Honestly, Kaner and Tazer probably got in the exact same argument at some point too. He feels a small pang in his chest at the thought of his old teammates, at the images that go through his mind, but he brushes them off and let’s his melancholy at the sight before him take him over.
“I’m not kidding, Jamie,” Tyler threatens, the purple bowling ball held against Jamie’s chest by Tyler’s outstretched arms. “Like, I’m being serious.”
“Tyler, I’m not doing this. The bowling ball won’t even fit in my mouth, let alone go down in my throat,” Jamie replies with an amused huff.
“I will make it fit,” Tyler says with conviction, leaning forward and digging the bowling ball into Jamie’s chest.
Sharpy wonders if he should say something.
“That’s not how it works,” Jamie insists, finally bringing his arms up to shove the bowling ball away. Tyler isn’t expecting it and almost drops it, but fumbles enough to catch it at the last minute.
“I will make it work,” Tyler whines, clutching the bowling ball to his chest.
“It’s like I never left Chicago,” Sharpy grumbles in amusement, meeting Jason’s eye.
“Kane and Toews?” he asks, tying his bowling shoes.
“Exactly. Except Tyler is a different kind of sleazy than Kaner is and Jamie doesn’t have the blank shark stare down.”

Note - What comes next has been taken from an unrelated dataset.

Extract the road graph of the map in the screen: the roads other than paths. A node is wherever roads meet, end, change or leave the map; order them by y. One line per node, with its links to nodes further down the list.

“Chubs has those doe eyes though,” Jordie says, walking past Sharpy and taking a seat next to Jason.
“Strike!” Tyler screeches, breaking them from their conversation. Jamie is clearly exasperated, rolling his eyes in affection as Tyler does some type of wiggle dance that brings him closer to Jamie.

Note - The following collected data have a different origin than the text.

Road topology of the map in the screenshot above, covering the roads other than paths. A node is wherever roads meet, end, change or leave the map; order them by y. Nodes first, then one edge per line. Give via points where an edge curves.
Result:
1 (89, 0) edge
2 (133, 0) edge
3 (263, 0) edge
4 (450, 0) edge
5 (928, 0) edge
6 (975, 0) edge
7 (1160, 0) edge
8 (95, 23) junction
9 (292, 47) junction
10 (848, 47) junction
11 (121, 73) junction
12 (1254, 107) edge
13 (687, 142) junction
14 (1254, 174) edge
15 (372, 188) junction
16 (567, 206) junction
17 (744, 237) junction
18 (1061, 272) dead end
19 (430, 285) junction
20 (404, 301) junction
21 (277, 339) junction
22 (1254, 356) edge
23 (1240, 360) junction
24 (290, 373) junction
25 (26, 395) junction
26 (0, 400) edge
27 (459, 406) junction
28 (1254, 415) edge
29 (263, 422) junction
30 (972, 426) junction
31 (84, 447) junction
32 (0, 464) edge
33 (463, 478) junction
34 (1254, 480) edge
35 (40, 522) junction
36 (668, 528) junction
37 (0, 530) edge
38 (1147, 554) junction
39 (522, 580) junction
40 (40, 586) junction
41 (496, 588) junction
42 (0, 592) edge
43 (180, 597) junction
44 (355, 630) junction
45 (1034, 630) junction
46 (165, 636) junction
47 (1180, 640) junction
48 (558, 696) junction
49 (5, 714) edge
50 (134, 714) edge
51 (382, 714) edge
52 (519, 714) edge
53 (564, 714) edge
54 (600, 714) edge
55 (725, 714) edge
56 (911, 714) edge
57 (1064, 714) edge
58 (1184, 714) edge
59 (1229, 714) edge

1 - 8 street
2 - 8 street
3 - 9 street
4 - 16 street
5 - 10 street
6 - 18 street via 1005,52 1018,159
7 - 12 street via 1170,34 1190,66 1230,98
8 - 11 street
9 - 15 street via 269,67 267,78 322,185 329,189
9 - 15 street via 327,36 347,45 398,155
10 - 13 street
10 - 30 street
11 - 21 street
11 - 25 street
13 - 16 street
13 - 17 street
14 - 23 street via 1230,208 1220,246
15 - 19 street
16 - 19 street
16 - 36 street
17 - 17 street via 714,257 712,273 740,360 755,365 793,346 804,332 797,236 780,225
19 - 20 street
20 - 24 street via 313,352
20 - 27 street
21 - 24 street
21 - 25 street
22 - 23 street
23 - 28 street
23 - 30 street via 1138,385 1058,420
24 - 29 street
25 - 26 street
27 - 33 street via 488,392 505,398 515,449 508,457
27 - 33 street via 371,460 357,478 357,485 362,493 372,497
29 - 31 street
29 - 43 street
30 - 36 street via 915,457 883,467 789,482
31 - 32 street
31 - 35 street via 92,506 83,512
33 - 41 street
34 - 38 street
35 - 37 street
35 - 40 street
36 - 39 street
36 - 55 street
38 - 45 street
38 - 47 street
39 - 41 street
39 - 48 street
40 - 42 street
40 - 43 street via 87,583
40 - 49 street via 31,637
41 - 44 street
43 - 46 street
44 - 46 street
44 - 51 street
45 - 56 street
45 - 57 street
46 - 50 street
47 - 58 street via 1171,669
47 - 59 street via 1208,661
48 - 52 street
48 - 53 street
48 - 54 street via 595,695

“Yes, congratulations,” Jamie scoffs, waiting for the ball to return to them.
“Seems Tyler won the argument of who gets to go first,” Sharpy chuckles.
“He wins all their arguments,” Jordie says with a headshake. “Literally, Jamie has the doe eyes, but Tyler is a puppy and everybody falls for the puppy eyes.”
Jason chooses to stand at that moment and steal the ball from Jamie.
Sharpy grins at the scene. Yeah, he missed Chicago, but Dallas was pretty okay, too.